* **DATA UNDER STUDY**:
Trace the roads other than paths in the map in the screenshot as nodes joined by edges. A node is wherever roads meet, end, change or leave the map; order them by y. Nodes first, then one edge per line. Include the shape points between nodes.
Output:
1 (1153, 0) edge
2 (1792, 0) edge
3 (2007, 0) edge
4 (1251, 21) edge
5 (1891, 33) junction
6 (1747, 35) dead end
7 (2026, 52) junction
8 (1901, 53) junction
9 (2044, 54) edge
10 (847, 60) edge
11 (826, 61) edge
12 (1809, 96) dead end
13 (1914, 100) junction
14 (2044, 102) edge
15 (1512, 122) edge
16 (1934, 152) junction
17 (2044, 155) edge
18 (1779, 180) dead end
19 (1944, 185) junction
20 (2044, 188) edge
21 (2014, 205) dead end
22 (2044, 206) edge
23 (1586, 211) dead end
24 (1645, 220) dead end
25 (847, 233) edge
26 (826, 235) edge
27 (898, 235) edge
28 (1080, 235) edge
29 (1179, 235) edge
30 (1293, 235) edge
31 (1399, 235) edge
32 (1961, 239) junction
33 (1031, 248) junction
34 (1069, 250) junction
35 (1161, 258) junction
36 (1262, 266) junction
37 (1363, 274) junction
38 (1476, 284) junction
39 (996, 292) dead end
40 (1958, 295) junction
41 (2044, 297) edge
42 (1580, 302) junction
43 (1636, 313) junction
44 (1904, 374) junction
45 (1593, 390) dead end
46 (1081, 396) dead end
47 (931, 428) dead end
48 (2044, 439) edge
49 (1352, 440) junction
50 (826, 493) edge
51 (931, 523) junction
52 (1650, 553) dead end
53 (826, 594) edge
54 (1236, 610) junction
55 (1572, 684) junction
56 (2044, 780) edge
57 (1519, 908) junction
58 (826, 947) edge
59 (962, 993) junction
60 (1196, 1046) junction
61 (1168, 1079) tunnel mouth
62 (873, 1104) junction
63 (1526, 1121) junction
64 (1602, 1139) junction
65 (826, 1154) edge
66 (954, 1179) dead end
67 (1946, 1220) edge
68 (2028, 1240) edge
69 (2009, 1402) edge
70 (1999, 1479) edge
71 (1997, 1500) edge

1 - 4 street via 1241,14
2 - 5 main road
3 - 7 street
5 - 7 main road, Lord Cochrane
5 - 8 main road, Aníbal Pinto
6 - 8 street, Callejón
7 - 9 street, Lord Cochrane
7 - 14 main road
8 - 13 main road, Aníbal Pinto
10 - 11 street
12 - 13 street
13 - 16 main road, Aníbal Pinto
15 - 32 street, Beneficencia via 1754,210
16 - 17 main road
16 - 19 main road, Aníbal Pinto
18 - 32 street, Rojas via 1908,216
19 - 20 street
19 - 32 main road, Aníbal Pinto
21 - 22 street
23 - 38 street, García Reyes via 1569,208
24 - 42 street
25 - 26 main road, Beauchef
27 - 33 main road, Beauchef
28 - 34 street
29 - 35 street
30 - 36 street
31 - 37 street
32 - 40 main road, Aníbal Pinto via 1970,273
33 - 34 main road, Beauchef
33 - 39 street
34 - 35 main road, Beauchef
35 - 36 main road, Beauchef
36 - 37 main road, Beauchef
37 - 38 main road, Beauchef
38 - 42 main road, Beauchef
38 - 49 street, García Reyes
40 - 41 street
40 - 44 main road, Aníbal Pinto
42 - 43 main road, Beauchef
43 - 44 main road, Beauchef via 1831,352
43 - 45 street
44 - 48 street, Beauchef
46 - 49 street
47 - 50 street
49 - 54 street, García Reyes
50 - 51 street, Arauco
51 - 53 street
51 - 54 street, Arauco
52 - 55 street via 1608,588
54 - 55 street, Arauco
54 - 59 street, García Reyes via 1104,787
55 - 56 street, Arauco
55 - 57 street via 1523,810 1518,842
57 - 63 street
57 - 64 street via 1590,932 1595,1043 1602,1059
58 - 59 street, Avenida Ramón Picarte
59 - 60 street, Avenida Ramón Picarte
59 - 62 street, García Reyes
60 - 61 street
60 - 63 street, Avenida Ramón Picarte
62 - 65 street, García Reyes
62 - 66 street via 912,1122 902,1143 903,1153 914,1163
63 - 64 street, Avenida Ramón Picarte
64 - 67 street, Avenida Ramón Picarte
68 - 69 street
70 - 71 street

* **PROBLEM TO WORK ON**: Would you please transcribe all of the entries above exactly?

* **EXERCISE RESULT**:
Trace the roads other than paths in the map in the screenshot as nodes joined by edges. A node is wherever roads meet, end, change or leave the map; order them by y. Nodes first, then one edge per line. Include the shape points between nodes.
Output:
1 (1153, 0) edge
2 (1792, 0) edge
3 (2007, 0) edge
4 (1251, 21) edge
5 (1891, 33) junction
6 (1747, 35) dead end
7 (2026, 52) junction
8 (1901, 53) junction
9 (2044, 54) edge
10 (847, 60) edge
11 (826, 61) edge
12 (1809, 96) dead end
13 (1914, 100) junction
14 (2044, 102) edge
15 (1512, 122) edge
16 (1934, 152) junction
17 (2044, 155) edge
18 (1779, 180) dead end
19 (1944, 185) junction
20 (2044, 188) edge
21 (2014, 205) dead end
22 (2044, 206) edge
23 (1586, 211) dead end
24 (1645, 220) dead end
25 (847, 233) edge
26 (826, 235) edge
27 (898, 235) edge
28 (1080, 235) edge
29 (1179, 235) edge
30 (1293, 235) edge
31 (1399, 235) edge
32 (1961, 239) junction
33 (1031, 248) junction
34 (1069, 250) junction
35 (1161, 258) junction
36 (1262, 266) junction
37 (1363, 274) junction
38 (1476, 284) junction
39 (996, 292) dead end
40 (1958, 295) junction
41 (2044, 297) edge
42 (1580, 302) junction
43 (1636, 313) junction
44 (1904, 374) junction
45 (1593, 390) dead end
46 (1081, 396) dead end
47 (931, 428) dead end
48 (2044, 439) edge
49 (1352, 440) junction
50 (826, 493) edge
51 (931, 523) junction
52 (1650, 553) dead end
53 (826, 594) edge
54 (1236, 610) junction
55 (1572, 684) junction
56 (2044, 780) edge
57 (1519, 908) junction
58 (826, 947) edge
59 (962, 993) junction
60 (1196, 1046) junction
61 (1168, 1079) tunnel mouth
62 (873, 1104) junction
63 (1526, 1121) junction
64 (1602, 1139) junction
65 (826, 1154) edge
66 (954, 1179) dead end
67 (1946, 1220) edge
68 (2028, 1240) edge
69 (2009, 1402) edge
70 (1999, 1479) edge
71 (1997, 1500) edge

1 - 4 street via 1241,14
2 - 5 main road
3 - 7 street
5 - 7 main road, Lord Cochrane
5 - 8 main road, Aníbal Pinto
6 - 8 street, Callejón
7 - 9 street, Lord Cochrane
7 - 14 main road
8 - 13 main road, Aníbal Pinto
10 - 11 street
12 - 13 street
13 - 16 main road, Aníbal Pinto
15 - 32 street, Beneficencia via 1754,210
16 - 17 main road
16 - 19 main road, Aníbal Pinto
18 - 32 street, Rojas via 1908,216
19 - 20 street
19 - 32 main road, Aníbal Pinto
21 - 22 street
23 - 38 street, García Reyes via 1569,208
24 - 42 street
25 - 26 main road, Beauchef
27 - 33 main road, Beauchef
28 - 34 street
29 - 35 street
30 - 36 street
31 - 37 street
32 - 40 main road, Aníbal Pinto via 1970,273
33 - 34 main road, Beauchef
33 - 39 street
34 - 35 main road, Beauchef
35 - 36 main road, Beauchef
36 - 37 main road, Beauchef
37 - 38 main road, Beauchef
38 - 42 main road, Beauchef
38 - 49 street, García Reyes
40 - 41 street
40 - 44 main road, Aníbal Pinto
42 - 43 main road, Beauchef
43 - 44 main road, Beauchef via 1831,352
43 - 45 street
44 - 48 street, Beauchef
46 - 49 street
47 - 50 street
49 - 54 street, García Reyes
50 - 51 street, Arauco
51 - 53 street
51 - 54 street, Arauco
52 - 55 street via 1608,588
54 - 55 street, Arauco
54 - 59 street, García Reyes via 1104,787
55 - 56 street, Arauco
55 - 57 street via 1523,810 1518,842
57 - 63 street
57 - 64 street via 1590,932 1595,1043 1602,1059
58 - 59 street, Avenida Ramón Picarte
59 - 60 street, Avenida Ramón Picarte
59 - 62 street, García Reyes
60 - 61 street
60 - 63 street, Avenida Ramón Picarte
62 - 65 street, García Reyes
62 - 66 street via 912,1122 902,1143 903,1153 914,1163
63 - 64 street, Avenida Ramón Picarte
64 - 67 street, Avenida Ramón Picarte
68 - 69 street
70 - 71 street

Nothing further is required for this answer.